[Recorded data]

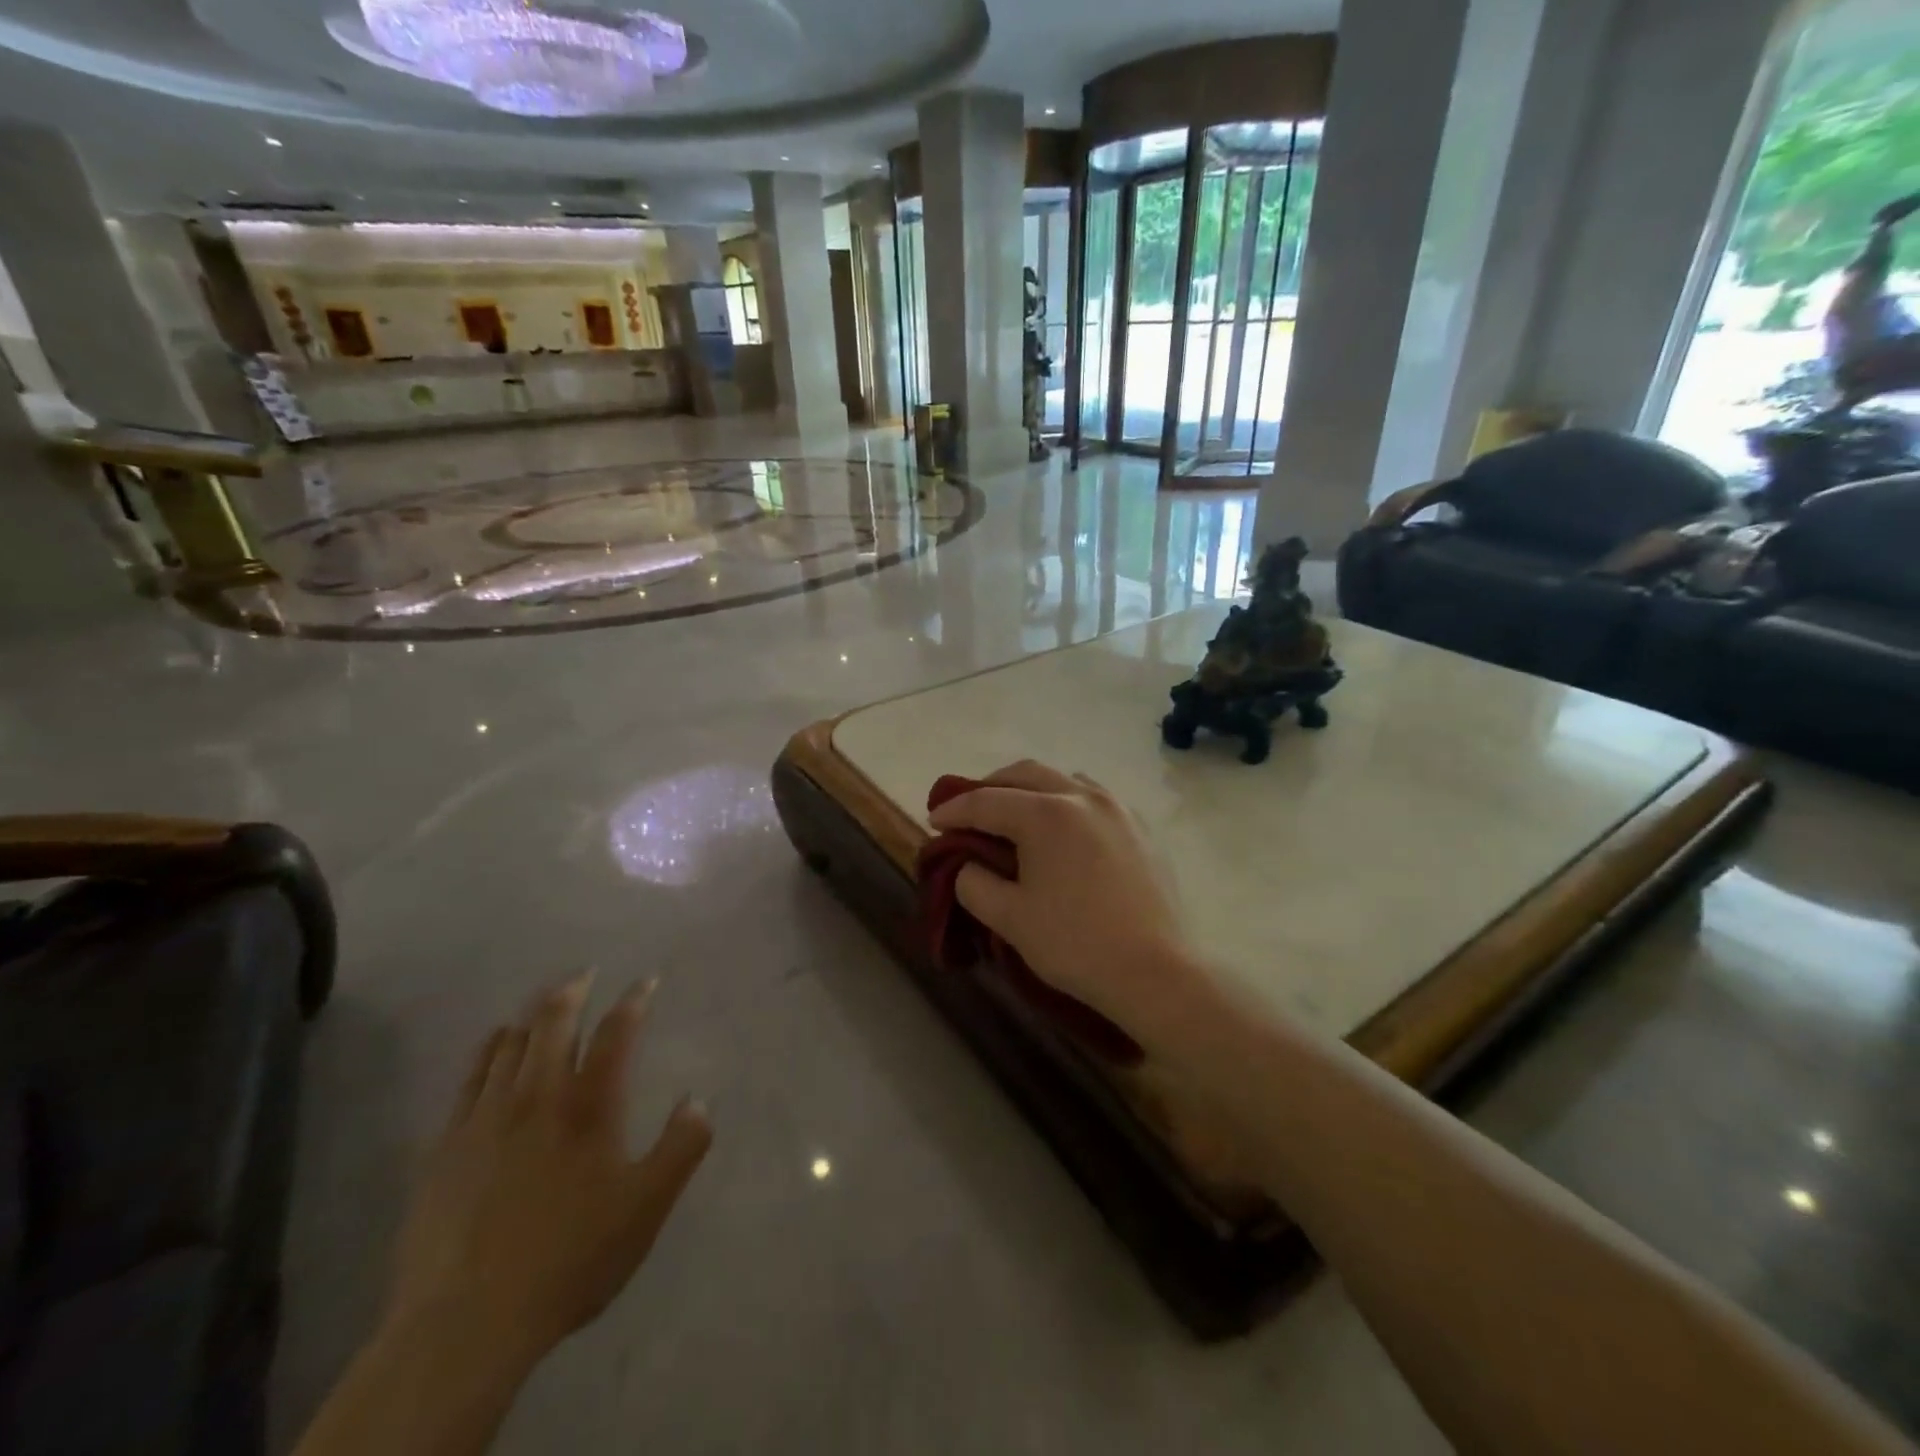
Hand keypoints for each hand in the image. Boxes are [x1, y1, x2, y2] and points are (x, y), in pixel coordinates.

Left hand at [381, 973, 711, 1372]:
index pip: (616, 1033)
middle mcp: (537, 1097)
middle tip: (584, 973)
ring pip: (508, 1044)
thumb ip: (682, 1147)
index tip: (645, 981)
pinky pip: (469, 1078)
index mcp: (589, 1106)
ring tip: (542, 1003)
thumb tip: (699, 1100)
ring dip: (530, 1015)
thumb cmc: (569, 1258)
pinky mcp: (445, 1147)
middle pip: (553, 1023)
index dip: (633, 1001)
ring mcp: (485, 1118)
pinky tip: (494, 1048)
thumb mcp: (646, 1208)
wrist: (464, 1323)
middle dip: (572, 991)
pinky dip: (488, 1050)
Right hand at [927, 761, 1196, 1041]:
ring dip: (1030, 789)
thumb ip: (974, 883)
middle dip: (990, 787)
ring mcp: (1117, 808)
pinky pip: (1093, 798)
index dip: (954, 810)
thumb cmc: (1076, 944)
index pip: (986, 801)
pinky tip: (1061, 829)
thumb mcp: (1009, 918)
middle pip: (1024, 774)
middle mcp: (1082, 796)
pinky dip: (1065, 802)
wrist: (1156, 972)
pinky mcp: (1141, 828)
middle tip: (968, 810)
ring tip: (1014, 815)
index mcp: (1046, 813)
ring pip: (1062, 779)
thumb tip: (968, 865)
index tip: (933, 820)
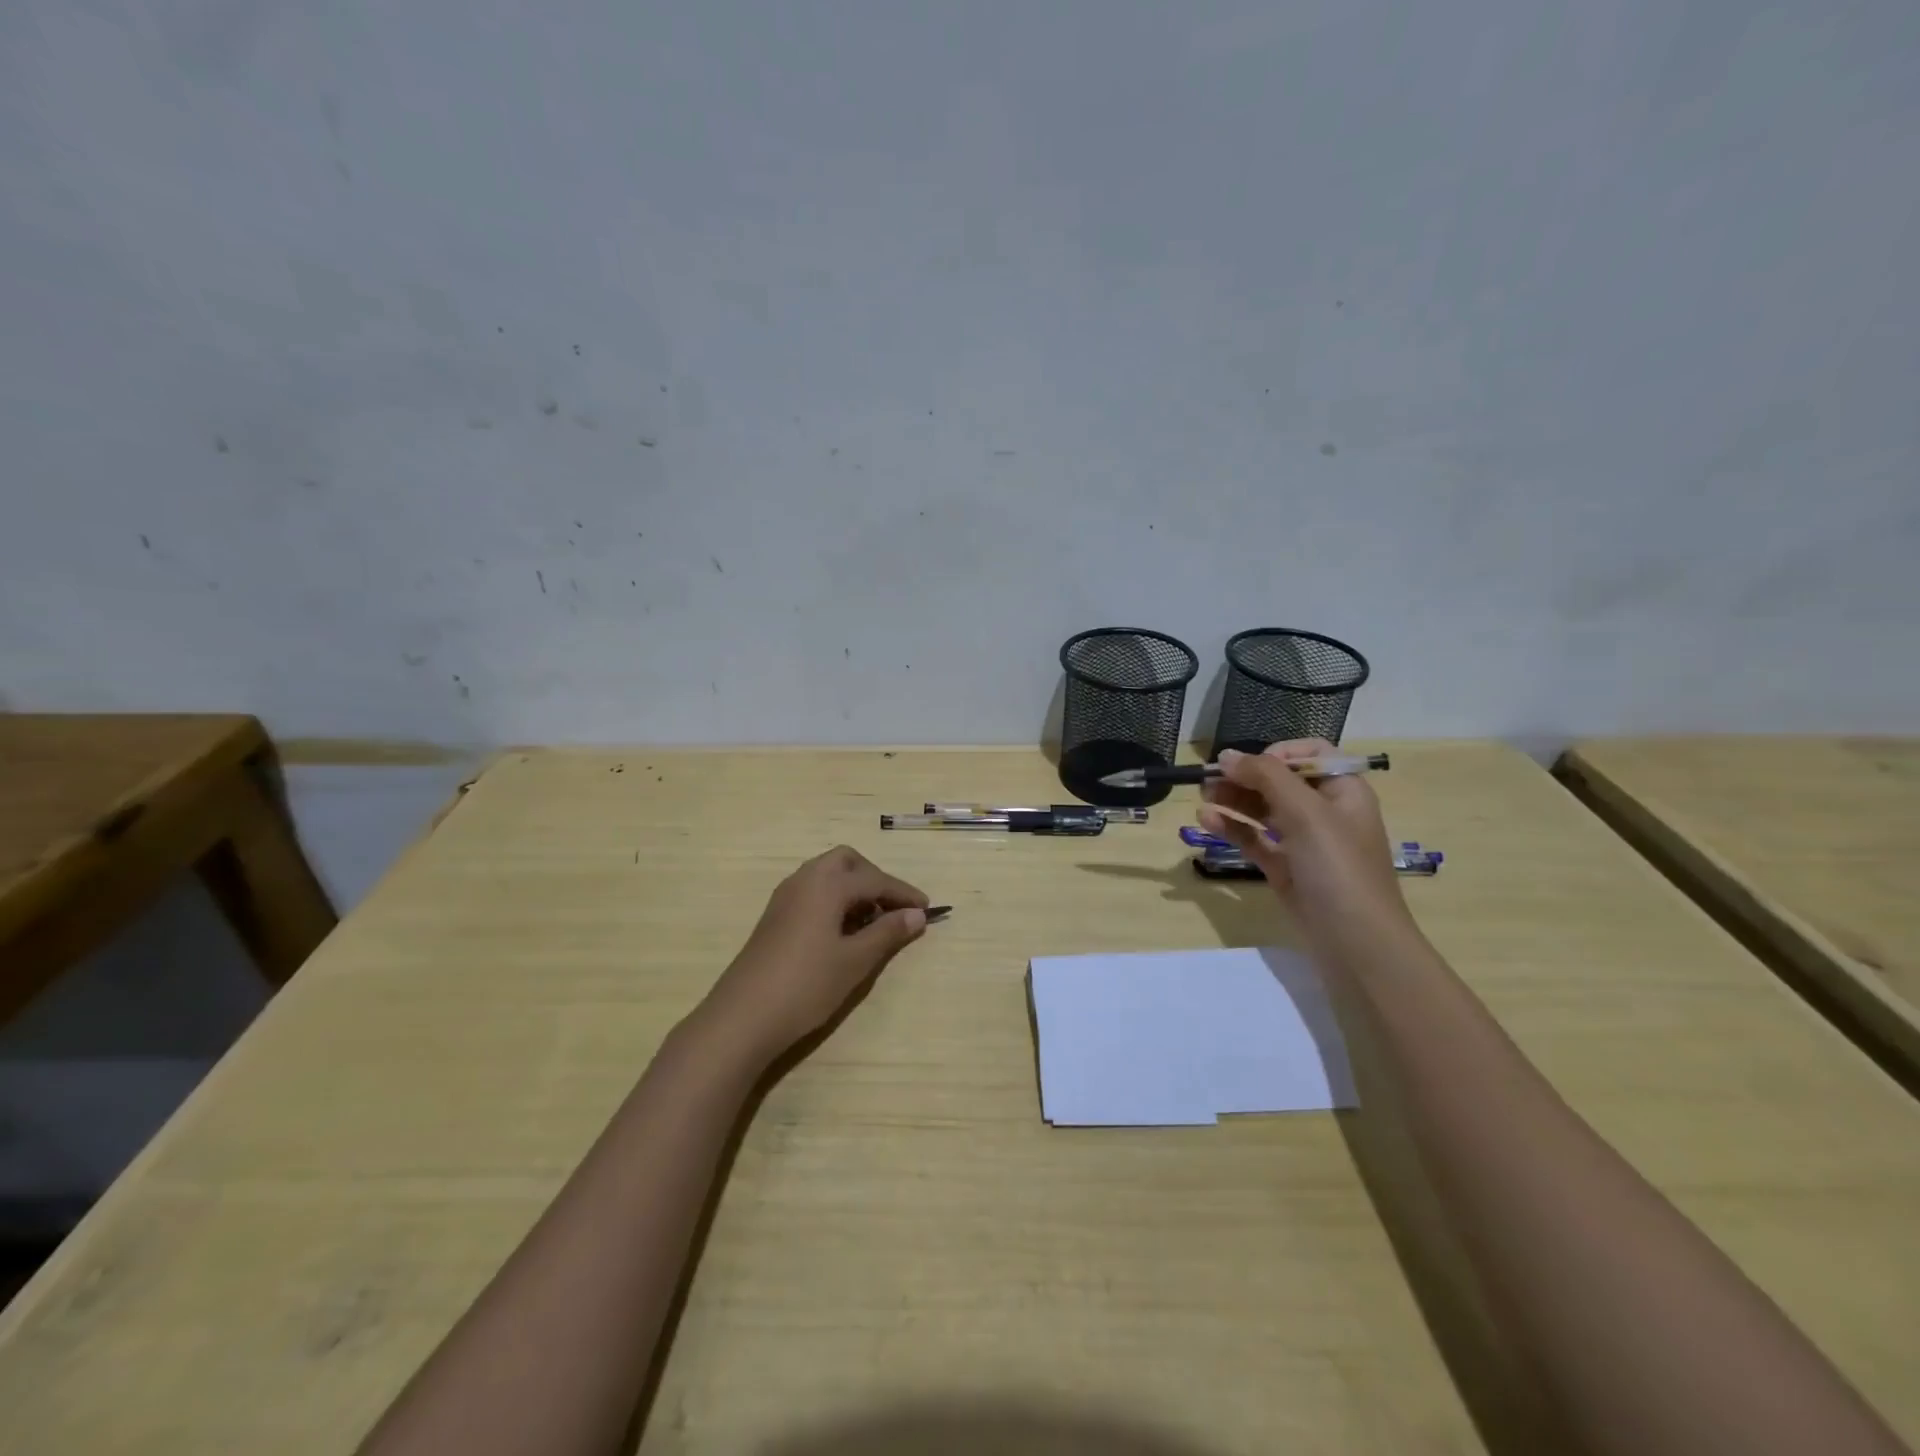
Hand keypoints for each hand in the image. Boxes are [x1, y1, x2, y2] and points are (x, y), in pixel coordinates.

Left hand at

Description of the task —
Output each record above exactly as it stands, excluding all pictures.

Written answer —
Hand keypoints for each hand in the image. Boxes are [x1, y1, x2, y2] and points are (x, y), in pixel coordinates.

Left hand at [381, 973, 711, 1372]:
index pip: (616, 1033)
middle mcp: (537, 1097)
middle tip: (584, 973)
ring pip: (508, 1044)
thumb ip: (682, 1147)
index tip: (645, 981)
pinky pip: (469, 1078)
index mcp: (589, 1106)
ring tip: (542, 1003)
thumb tip: (699, 1100)
ring dip: (530, 1015)
thumb cmc: (569, 1258)
pinky mcp: (445, 1147)
middle pip: (553, 1023)
index dip: (633, 1001)
ring mcp: (485, 1118)
pinky tip: (494, 1048)
thumb mcp: (646, 1208)
wrist: (464, 1323)
middle dip: (572, 991)
pinky dip: (488, 1050)
Right hand at [927, 761, 1196, 1041]:
ring dip: (1030, 789)
thumb ip: (974, 883)
middle dip: (990, 787)
ring mcp: (1117, 808)
pinky pip: (1093, 798)
index dip: (954, 810)
thumb cmc: (1076, 944)
index pip: (986, 801)
pinky tip: (1061, 829)
thumb mcp: (1009, 918)
middle pip: (1024, 774)
middle mcp: (1082, 796)
pinky dip: (1065, 802)
wrist: (1156, 972)
pinky mcp: (1141, 828)
middle tip: (968, 810)
ring tip: (1014, 815)
index mcp: (1046, 813)
ring pip: (1062, 779)
thumb tip: (968, 865)
index tip: (933, 820)
Hand keypoints for each hand in the image. Boxes are [x1, y1, x2, y2] and points are (x, y), in pixel coordinates.

Left hand at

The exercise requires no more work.